Stored items:
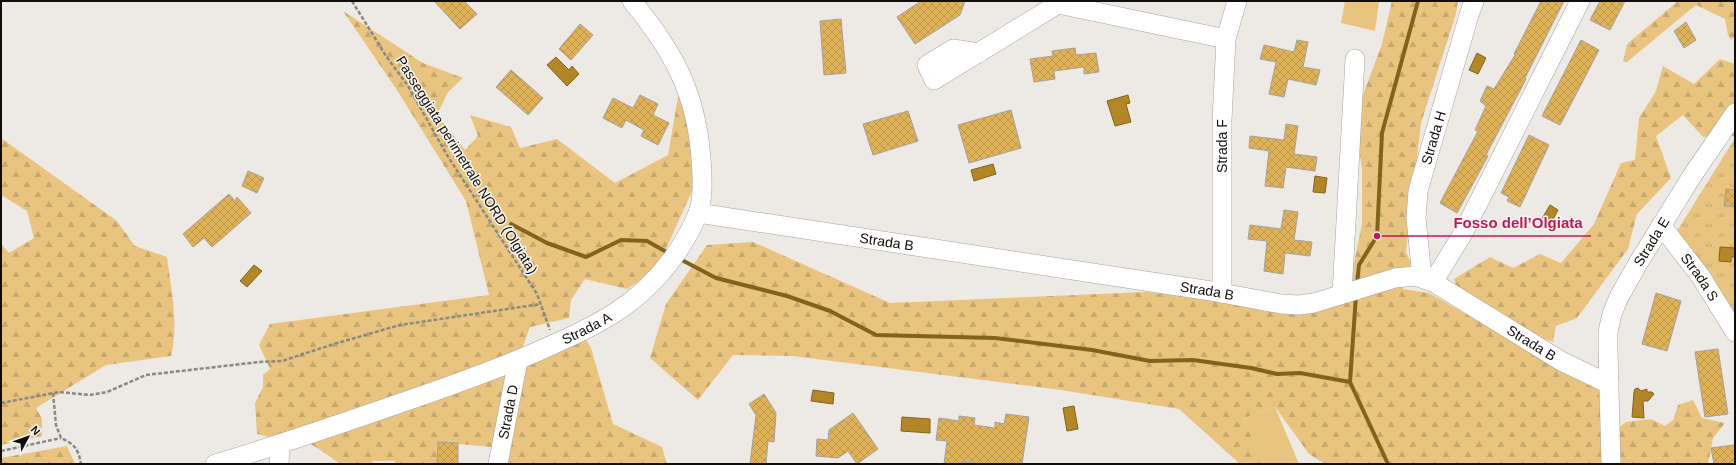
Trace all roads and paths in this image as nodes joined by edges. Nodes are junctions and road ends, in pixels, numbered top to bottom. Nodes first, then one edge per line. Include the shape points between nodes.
1 (352, 1) edge
2 (632, 1) edge
3 (1238, 1) edge
4 (1474, 1) edge
5 (1580, 1) edge
6 (1058, 2) edge
7 (1226, 39) junction
8 (979, 53) dead end
9 (1355, 59) dead end
10 (1735, 113) edge
11 (698, 213) junction
12 (1661, 225) junction
13 (1428, 279) junction
14 (1352, 291) junction
15 (1222, 293) junction
16 (541, 304) junction
17 (1735, 332) edge
18 (555, 344) junction
19 (518, 360) junction
20 (1609, 384) junction
21 (53, 393) junction
22 (1, 403) edge
23 (61, 438) junction
24 (280, 444) junction
25 (1, 451) edge
26 (81, 464) edge
27 (215, 464) edge
28 (279, 464) edge
29 (498, 464) edge
30 (1611, 464) edge

1 - 16 path, Passeggiata perimetrale NORD (Olgiata) via 408,86
2 - 11 street, Strada A via 678,67 692,102 702,163
3 - 7 street, Strada F
4 - 13 street, Strada H via 1418,191 1416,218
5 - 13 street via 1462,235
6 - 7 street
6 - 8 street
7 - 15 street, Strada F via 1222,120
9 - 14 street
10 - 12 street, Strada E
11 - 15 street, Strada B
11 - 18 street, Strada A via 675,256 645,291 630,304 594,326
12 - 17 street, Strada S via 1701,277
12 - 20 street, Strada E via 1626,284 1612,314 1608,332
13 - 14 street, Strada B via 1402,277
13 - 20 street, Strada B via 1569,365
14 - 15 street, Strada B via 1299,305
16 - 18 path, Passeggiata perimetrale NORD (Olgiata)
16 - 21 path via 400,325 282,361 146,375 107,392 90,395
18 - 19 street, Strada A
19 - 24 street, Strada A
19 - 29 street, Strada D
20 - 30 street
21 - 22 path
21 - 23 path via 56,425
23 - 25 path
23 - 26 path via 72,443 79,451
24 - 27 street, Strada A
24 - 28 street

§ **What is required**
Transcribe all of the records exactly, without reproducing their pictures.

§ **The answer**
Trace all roads and paths in this image as nodes joined by edges. Nodes are junctions and road ends, in pixels, numbered top to bottom. Nodes first, then one edge per line. Include the shape points between nodes.
1 (352, 1) edge
2 (632, 1) edge
3 (1238, 1) edge
4 (1474, 1) edge
5 (1580, 1) edge
6 (1058, 2) edge
7 (1226, 39) junction
8 (979, 53) dead end
9 (1355, 59) dead end
10 (1735, 113) edge
11 (698, 213) junction
12 (1661, 225) junction
13 (1428, 279) junction
14 (1352, 291) junction
15 (1222, 293) junction
16 (541, 304) junction
17 (1735, 332) edge
18 (555, 344) junction
19 (518, 360) junction
20 (1609, 384) junction
21 (53, 393) junction
22 (1, 403) edge
23 (61, 438) junction
24 (280, 444) junction
25 (1, 451) edge
26 (81, 464) edge
27 (215, 464) edge
28 (279, 464) edge
29 (498, 464) edge
30 (1611, 464) edge

1 - 16 path, Passeggiata perimetrale NORD (Olgiata) via 408,86
2 - 11 street, Strada A via 678,67 692,102 702,163
3 - 7 street, Strada F
4 - 13 street, Strada H via 1418,191 1416,218
5 - 13 street via 1462,235
6 - 7 street
6 - 8 street
7 - 15 street, Strada F via 1222,120
9 - 14 street
10 - 12 street, Strada E
11 - 15 street, Strada B
11 - 18 street, Strada A via 675,256 645,291 630,304 594,326
12 - 17 street, Strada S via 1701,277
12 - 20 street, Strada E via 1626,284 1612,314 1608,332
13 - 14 street, Strada B via 1402,277
13 - 20 street, Strada B via 1569,365
14 - 15 street, Strada B via 1299,305
16 - 18 path, Passeggiata perimetrale NORD (Olgiata)
16 - 21 path via 400,325 282,361 146,375 107,392 90,395
18 - 19 street, Strada A
19 - 24 street, Strada A
19 - 29 street, Strada D
20 - 30 street
21 - 22 path
21 - 23 path via 56,425
23 - 25 path
23 - 26 path via 72,443 79,451
24 - 27 street, Strada A
24 - 28 street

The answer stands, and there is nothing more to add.